Sorry that was spam (although joke spam). I've been clicking around on identi.ca for 10 minutes ... the navigation is really clunky ... I'd think delicious could handle the traffic and keep users if twitter went down (it's almost the same thing but with more features).


federated protocol.


That is indeed the solution. If a Twitter type service is to become a real communications platform it must be federated (decentralized) and immune to DOS attacks, government intervention, etc.


that's the idea behind identi.ca


I was thinking XMPP/Google Wave. Identi.ca will never win over the Twitter audience, something different may.


I thought the point of hacker news was to give an opportunity to small teams and startups, not just because it comes from google


I'm not giving any opportunity to anyone. The market will do what it does.

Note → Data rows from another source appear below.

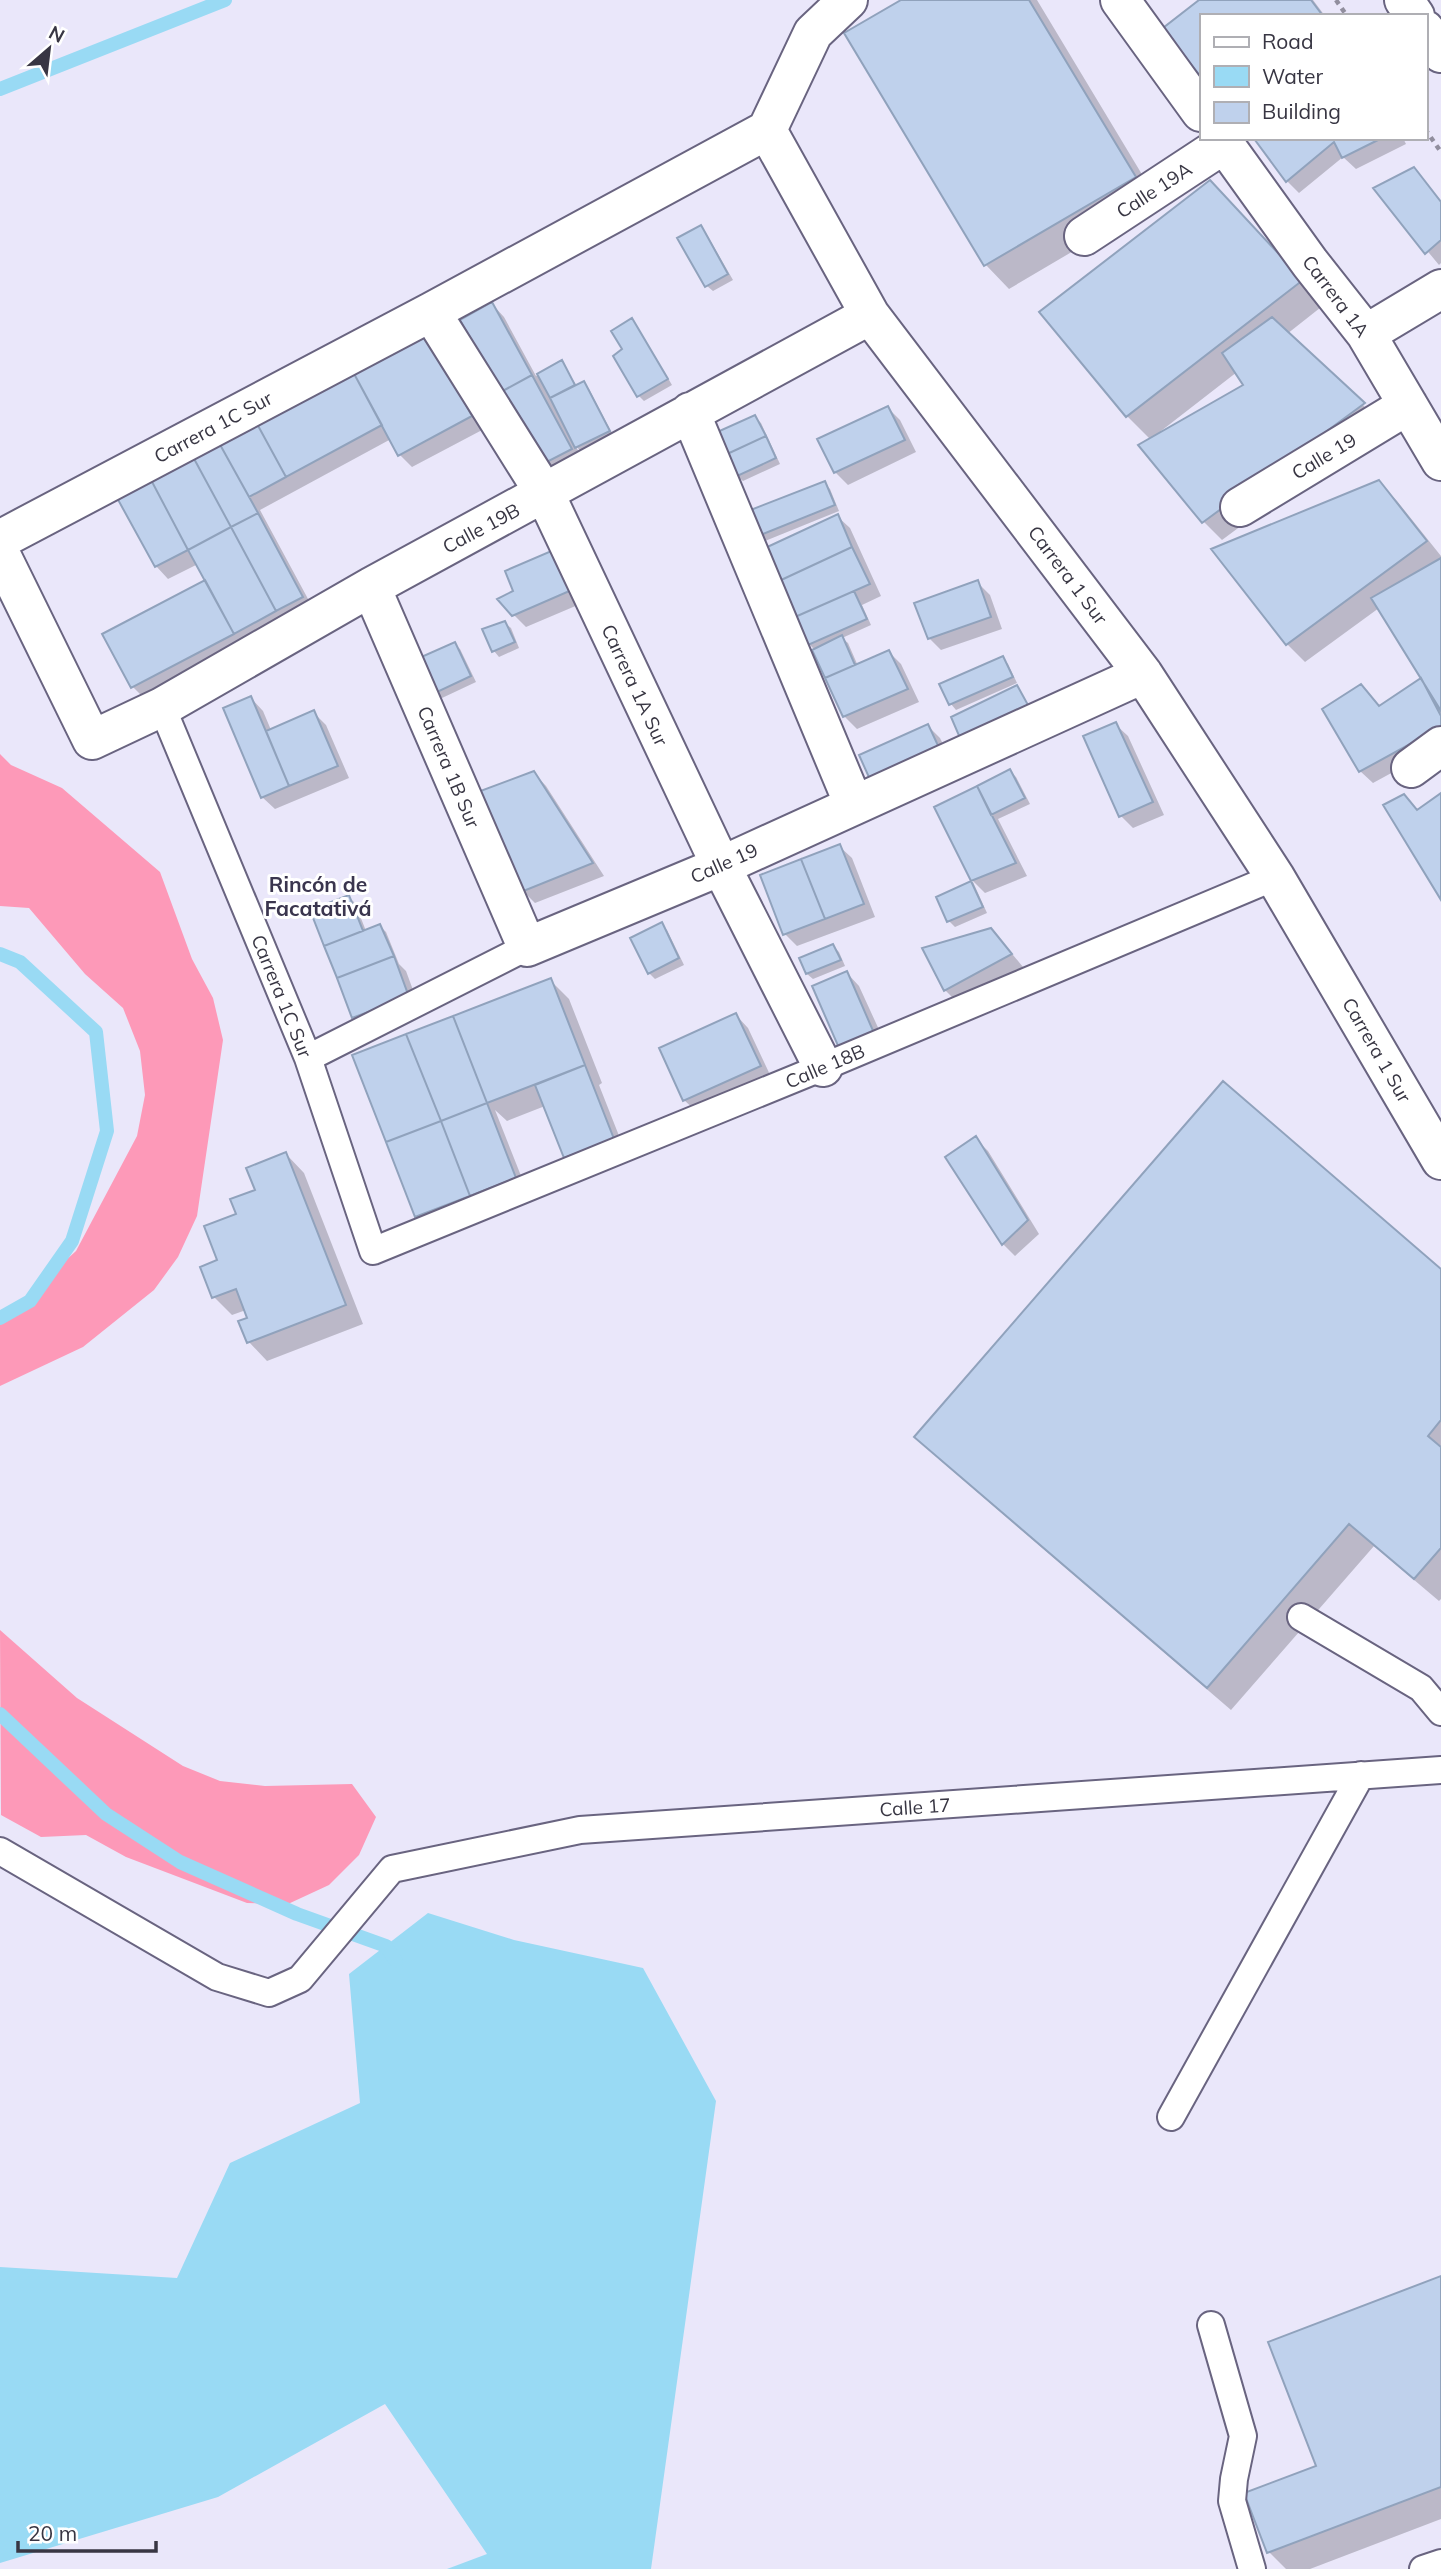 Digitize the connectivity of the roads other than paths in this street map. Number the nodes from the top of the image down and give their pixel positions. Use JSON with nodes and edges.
{"nodes":[{"id":1,"x":848,"y":0,"type":"edge"},
{"id":2,"x":1120,"y":0,"type":"edge"},
{"id":3,"x":1427,"y":33,"type":"edge"},
{"id":4,"x":1441,"y":53,"type":"edge"},
{"id":5,"x":1200,"y":111,"type":"edge"},
{"id":6,"x":767,"y":130,"type":"junction"},
{"id":7,"x":1222,"y":141,"type":"edge"},
{"id":8,"x":1084,"y":236,"type":"dead end"},
{"id":9,"x":1441,"y":289,"type":"edge"},
{"id":10,"x":431,"y":312,"type":"junction"},
{"id":11,"x":870,"y":315,"type":"junction"},
{"id":12,"x":1366,"y":334,"type":"junction"},
{"id":13,"x":1408,"y":405,"type":"junction"},
{"id":14,"x":690,"y":412,"type":"junction"},
{"id":15,"x":1441,"y":461,"type":"edge"},
{"id":16,"x":545,"y":494,"type":"junction"},
{"id":17,"x":1240,"y":508,"type":"dead end"},
{"id":18,"x":0,"y":547,"type":"edge"},
{"id":19,"x":0,"y":553,"type":"edge"},
{"id":20,"x":371,"y":587,"type":"junction"},
{"id":21,"x":1143,"y":674,"type":"junction"},
{"id":22,"x":162,"y":707,"type":"junction"},
{"id":23,"x":854,"y":805,"type":"junction"},
{"id":24,"x":721,"y":866,"type":"junction"},
{"id":25,"x":1275,"y":877,"type":"junction"},
{"id":26,"x":527,"y":947,"type":"junction"},
{"id":27,"x":308,"y":1058,"type":"junction"},
{"id":28,"x":823,"y":1067,"type":"junction"},
{"id":29,"x":1441,"y":1160,"type":"edge"},
{"id":30,"x":373,"y":1251,"type":"joint"},
{"id":31,"x":1301,"y":1617,"type":"dead end"},
{"id":32,"x":1441,"y":1712,"type":"edge"},
{"id":33,"x":1441,"y":1770,"type":"edge"},
{"id":34,"x":1361,"y":1775,"type":"junction"},
{"id":35,"x":0,"y":1851,"type":"edge"},
{"id":36,"x":1171,"y":2117,"type":"dead end"},
{"id":37,"x":1211,"y":2325,"type":"dead end"},
{"id":38,"x":1441,"y":2563,"type":"edge"},
{"id":39,"x":1252,"y":2569,"type":"edge"},
{"id":40,"x":1423,"y":2569,"type":"edge"}],
"edges":[{"from":1,"to":6,"type":"street"},
{"from":2,"to":5,"type":"street"},
{"from":3,"to":4,"type":"street"},
{"from":6,"to":10,"type":"street"},
{"from":6,"to":11,"type":"street","name":"Carrera 1 Sur"},
{"from":7,"to":8,"type":"street","name":"Calle 19A"},
{"from":7,"to":12,"type":"street","name":"Carrera 1A"},
{"from":9,"to":12,"type":"street"},
{"from":10,"to":16,"type":"street","name":"Carrera 1A Sur"},
{"from":10,"to":18,"type":"street","name":"Carrera 1C Sur"},
{"from":11,"to":14,"type":"street","name":"Calle 19B"},
{"from":11,"to":21,"type":"street","name":"Carrera 1 Sur"},
{"from":12,"to":13,"type":"street","name":"Carrera 1A"},
{"from":13,"to":15,"type":"street","name":"Carrera 1A"},
{"from":13,"to":17,"type":"street","name":"Calle 19"},
{"from":14,"to":16,"type":"street","name":"Calle 19B"},
{"from":14,"to":23,"type":"street"},
{"from":16,"to":20,"type":"street","name":"Calle 19B"},
{"from":16,"to":24,"type":"street","name":"Carrera 1A Sur"},
{"from":19,"to":22,"type":"street","name":"Calle 19B"},
{"from":20,"to":22,"type":"street","name":"Calle 19B"},
{"from":20,"to":26,"type":"street","name":"Carrera 1B Sur"},
{"from":21,"to":23,"type":"street","name":"Calle 19"},
{"from":21,"to":25,"type":"street","name":"Carrera 1 Sur"},
{"from":22,"to":27,"type":"lane","name":"Carrera 1C Sur"},
{"from":23,"to":24,"type":"street","name":"Calle 19"},
{"from":24,"to":26,"type":"street","name":"Calle 19"},
{"from":24,"to":28,"type":"street","name":"Carrera 1A Sur"},
{"from":25,"to":28,"type":"lane","name":"Calle 18B"},
{"from":25,"to":29,"type":"street","name":"Carrera 1 Sur"},
{"from":26,"to":27,"type":"lane","name":"Calle 19"},
{"from":27,"to":30,"type":"lane","name":"Carrera 1C Sur"},
{"from":28,"to":30,"type":"lane","name":"Calle 18B"},
{"from":31,"to":32,"type":"lane"},
{"from":33,"to":34,"type":"lane","name":"Calle 17"},
{"from":34,"to":35,"type":"lane","name":"Calle 17"},
{"from":34,"to":36,"type":"lane"},
{"from":37,"to":39,"type":"lane"},
{"from":38,"to":40,"type":"lane"}]} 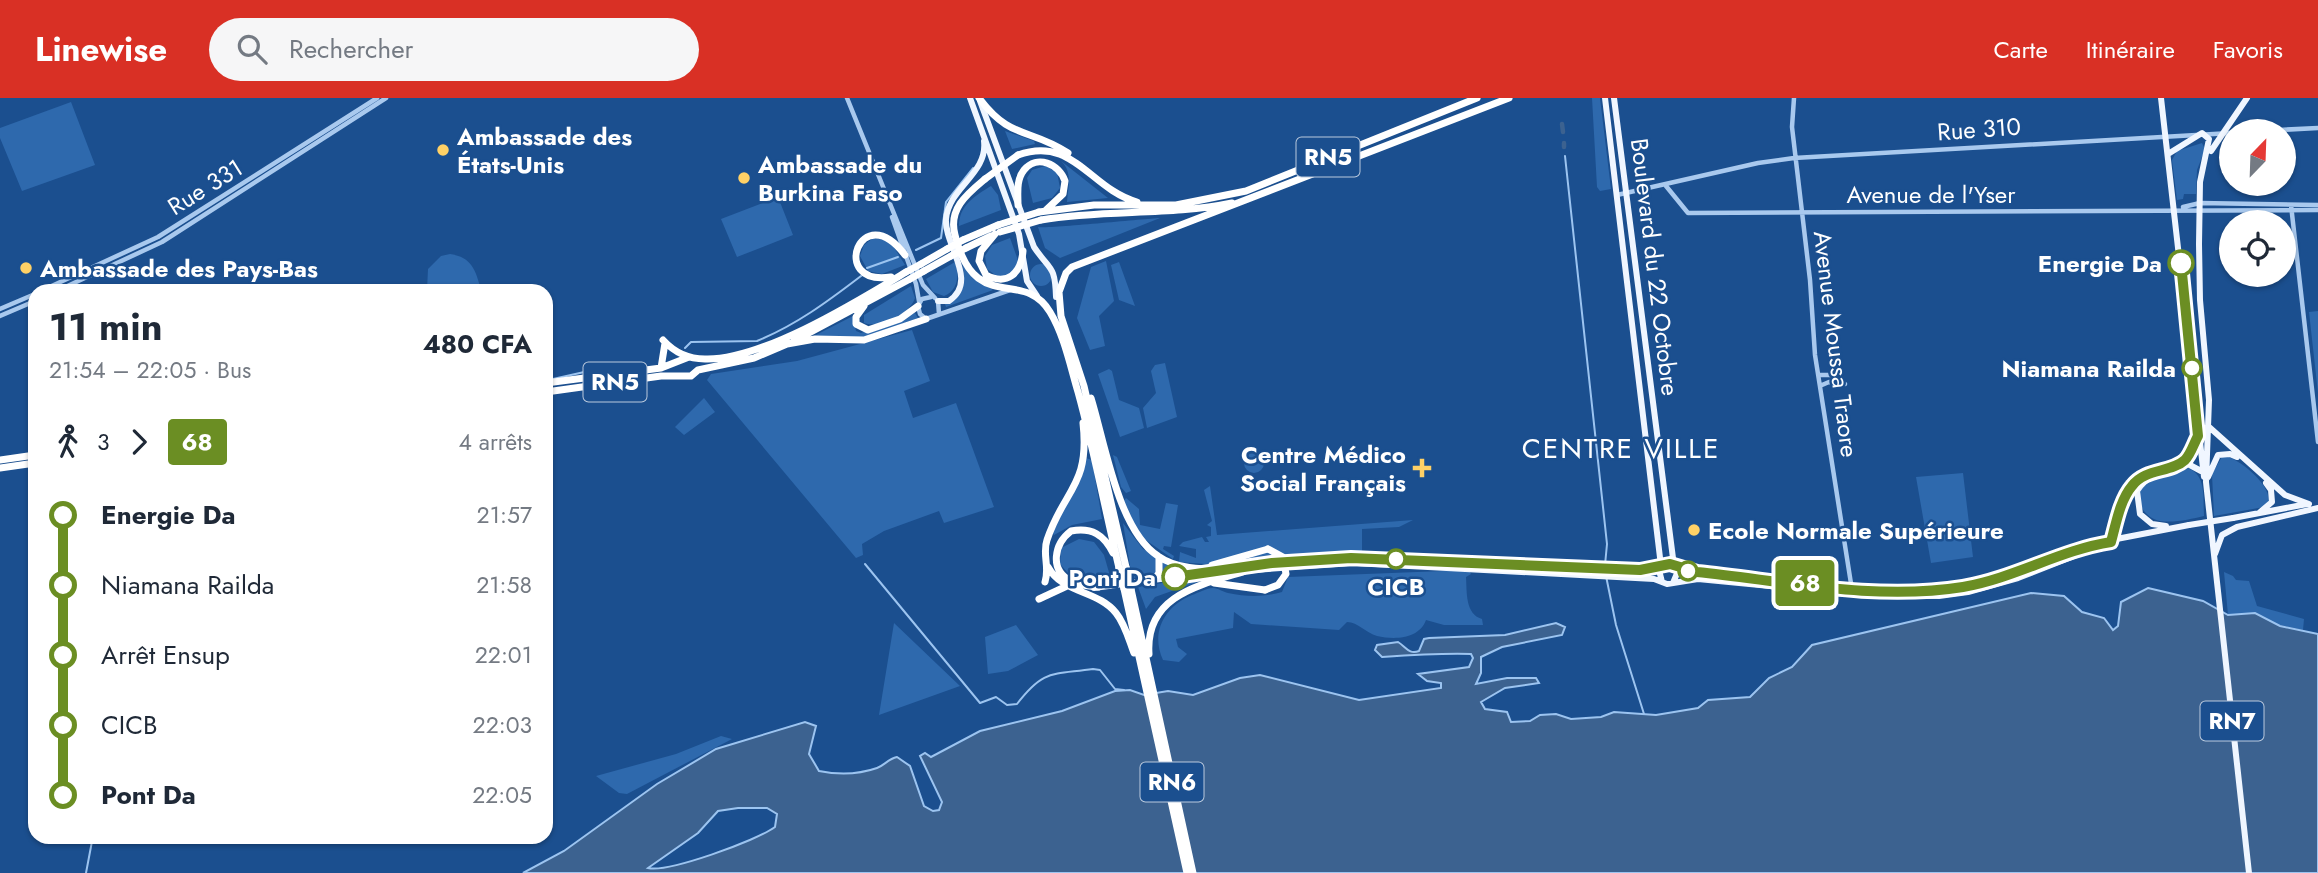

As a technology solution, XMPP is far better than a polling based Twitter/Identi.ca client.


I'm not giving any opportunity to anyone. The market will do what it does.

As a technology solution, XMPP is far better than a polling based Twitter/Identi.ca client.



But whoever will they sue for the loss of revenue?


summize has been working all along ... you can see some tweets occasionally going through during the attack.


The streaming API¹ worked for a bit, but just went down too. For a while it showed that a few tweets were still going through.

[1] http://apiwiki.twitter.com/Streaming-API-Documentation


you know, this would be a pretty sneaky way to measure the reach of twitter -- go down for an hour or so in the morning and take a look at the media response metrics.


TechCrunch will complain about anything and everything, regardless of its actual importance.

For example, Arrington's house doesn't have electricity this morning. Who cares? Nobody. And yet it is a critical part of this "story".


fair, but i was referring to more mainstream sources.

i'm not trying to imply that this is what is happening, but i do think it could be an interesting metric to compare -- how much noise you get from downtime 6 months ago to the noise of today.


It made drudge about 15 minutes ago.


BBC are reporting it too.


My twitter is down. I was going to ask all of you to add me to keep me updated, but I suppose that won't work. Add me later then http://twitter.com/colleenannhayes


Why am I down-modded for this it was neutral?


is there anything big/interesting enough going on today that someone would have a motivation to take out twitter's platform to obfuscate?


Will Twitter go out again after service is restored from everyone complaining about the downtime?


Twitter traffic levels as a sawtooth function generator. Hm. Wonder what kind of news it would take to produce a sine-wave ?


Twitter is back for me at 11:07 EST


http://status.twitter.com/ says it's back up too, although they are continuing to defend against the DoS attack.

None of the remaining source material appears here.